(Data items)
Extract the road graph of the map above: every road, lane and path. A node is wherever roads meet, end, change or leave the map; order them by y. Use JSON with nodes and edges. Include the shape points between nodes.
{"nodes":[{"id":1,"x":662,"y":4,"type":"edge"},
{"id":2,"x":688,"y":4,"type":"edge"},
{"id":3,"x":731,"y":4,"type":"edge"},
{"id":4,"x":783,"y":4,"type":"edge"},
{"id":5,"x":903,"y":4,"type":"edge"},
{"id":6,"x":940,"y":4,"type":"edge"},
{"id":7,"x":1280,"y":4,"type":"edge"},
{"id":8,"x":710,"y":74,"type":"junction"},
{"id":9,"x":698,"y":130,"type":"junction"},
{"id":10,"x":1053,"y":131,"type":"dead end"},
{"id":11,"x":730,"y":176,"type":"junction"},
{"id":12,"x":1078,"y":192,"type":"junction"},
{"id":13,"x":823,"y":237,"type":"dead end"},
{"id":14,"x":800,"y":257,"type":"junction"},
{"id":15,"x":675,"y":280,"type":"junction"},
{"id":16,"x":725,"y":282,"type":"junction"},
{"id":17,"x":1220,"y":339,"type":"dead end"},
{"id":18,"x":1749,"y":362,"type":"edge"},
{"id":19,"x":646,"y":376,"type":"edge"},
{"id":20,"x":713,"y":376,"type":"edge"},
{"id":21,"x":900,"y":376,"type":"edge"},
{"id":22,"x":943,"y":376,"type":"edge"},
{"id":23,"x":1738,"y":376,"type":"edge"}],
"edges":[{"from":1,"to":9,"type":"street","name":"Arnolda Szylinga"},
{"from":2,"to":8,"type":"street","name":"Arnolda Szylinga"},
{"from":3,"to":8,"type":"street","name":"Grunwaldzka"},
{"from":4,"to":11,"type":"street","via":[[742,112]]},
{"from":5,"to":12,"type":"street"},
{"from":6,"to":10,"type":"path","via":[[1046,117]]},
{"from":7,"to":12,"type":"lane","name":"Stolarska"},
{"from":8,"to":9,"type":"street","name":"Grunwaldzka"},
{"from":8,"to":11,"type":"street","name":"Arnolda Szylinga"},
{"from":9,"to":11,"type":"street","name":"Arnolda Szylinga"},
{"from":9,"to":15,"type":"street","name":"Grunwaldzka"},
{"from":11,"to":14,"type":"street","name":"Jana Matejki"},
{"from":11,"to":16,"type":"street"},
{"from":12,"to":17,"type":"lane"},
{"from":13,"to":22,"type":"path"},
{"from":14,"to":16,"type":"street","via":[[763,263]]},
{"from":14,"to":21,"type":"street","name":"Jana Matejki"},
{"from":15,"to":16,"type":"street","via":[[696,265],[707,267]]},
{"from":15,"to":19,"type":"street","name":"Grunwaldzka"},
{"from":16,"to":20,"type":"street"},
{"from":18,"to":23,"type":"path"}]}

**Requirement**.
The answer must be an exact reproduction of all the records.

**Written response**.
Extract the road graph of the map above: every road, lane and path. A node is wherever roads meet, end, change or leave the map; order them by y. Use JSON with nodes and edges. Include the shape points between nodes.
{"nodes":[{"id":1,"x":662,"y":4,"type":"edge"},
{"id":2,"x":688,"y":4,"type":"edge"},
{"id":3,"x":731,"y":4,"type":"edge"},
{"id":4,"x":783,"y":4,"type":"edge"},
{"id":5,"x":903,"y":4,"type":"edge"},
{"id":6,"x":940,"y":4,"type":"edge"},
{"id":7,"x":1280,"y":4,"type":"edge"},
{"id":8,"x":710,"y":74,"type":"junction"},
{"id":9,"x":698,"y":130,"type":"junction"},
{"id":10,"x":1053,"y":131,"type":"dead end"},
{"id":11,"x":730,"y":176,"type":"junction"},
{"id":12,"x":1078,"y":192,"type":"junction"},
{"id":13,"x":823,"y":237,"type":"dead end"},
{"id":14,"x":800,"y":257,"type":"junction"},
{"id":15,"x":675,"y":280,"type":"junction"},
{"id":16,"x":725,"y":282,"type":"junction"},
{"id":17,"x":1220,"y":339,"type":"dead end"},
{"id":18,"x":1749,"y":362,"type":"edge"},
{"id":19,"x":646,"y":376,"type":"edge"},
{"id":20,"x":713,"y":376,"type":"edge"},
{"id":21,"x":900,"y":376,"type":"edge"},
{"id":22,"x":943,"y":376,"type":"edge"},
{"id":23,"x":1738,"y":376,"type":"edge"}],
"edges":[{"from":1,"to":9,"type":"street","name":"Arnolda Szylinga"},
{"from":2,"to":8,"type":"street","name":"Arnolda Szylinga"},
{"from":3,"to":8,"type":"street","name":"Grunwaldzka"},
{"from":4,"to":11,"type":"street","via":[[742,112]]},
{"from":5,"to":12,"type":"street"},
{"from":6,"to":10,"type":"path","via":[[1046,117]]},
{"from":7,"to":12,"type":"lane","name":"Stolarska"},
{"from":8,"to":9,"type":"street","name":"Grunwaldzka"},
{"from":8,"to":11,"type":"street","name":"Arnolda Szylinga"},
{"from":9,"to":11,"type":"street","name":"Arnolda Szylinga"},
{"from":9,"to":15,"type":"street","name":"Grunwaldzka"},
{"from":11,"to":14,"type":"street","name":"Jana Matejki"},
{"from":11,"to":16,"type":"street"},
{"from":12,"to":17,"type":"lane"},
{"from":13,"to":22,"type":"path"},
{"from":14,"to":16,"type":"street","via":[[763,263]]},
{"from":14,"to":21,"type":"street","name":"Jana Matejki"},
{"from":15,"to":16,"type":"street","via":[[696,265],[707,267]]},
{"from":15,"to":19,"type":"street","name":"Grunwaldzka"},
{"from":16,"to":20,"type":"street"},
{"from":18,"to":23,"type":"path"}]}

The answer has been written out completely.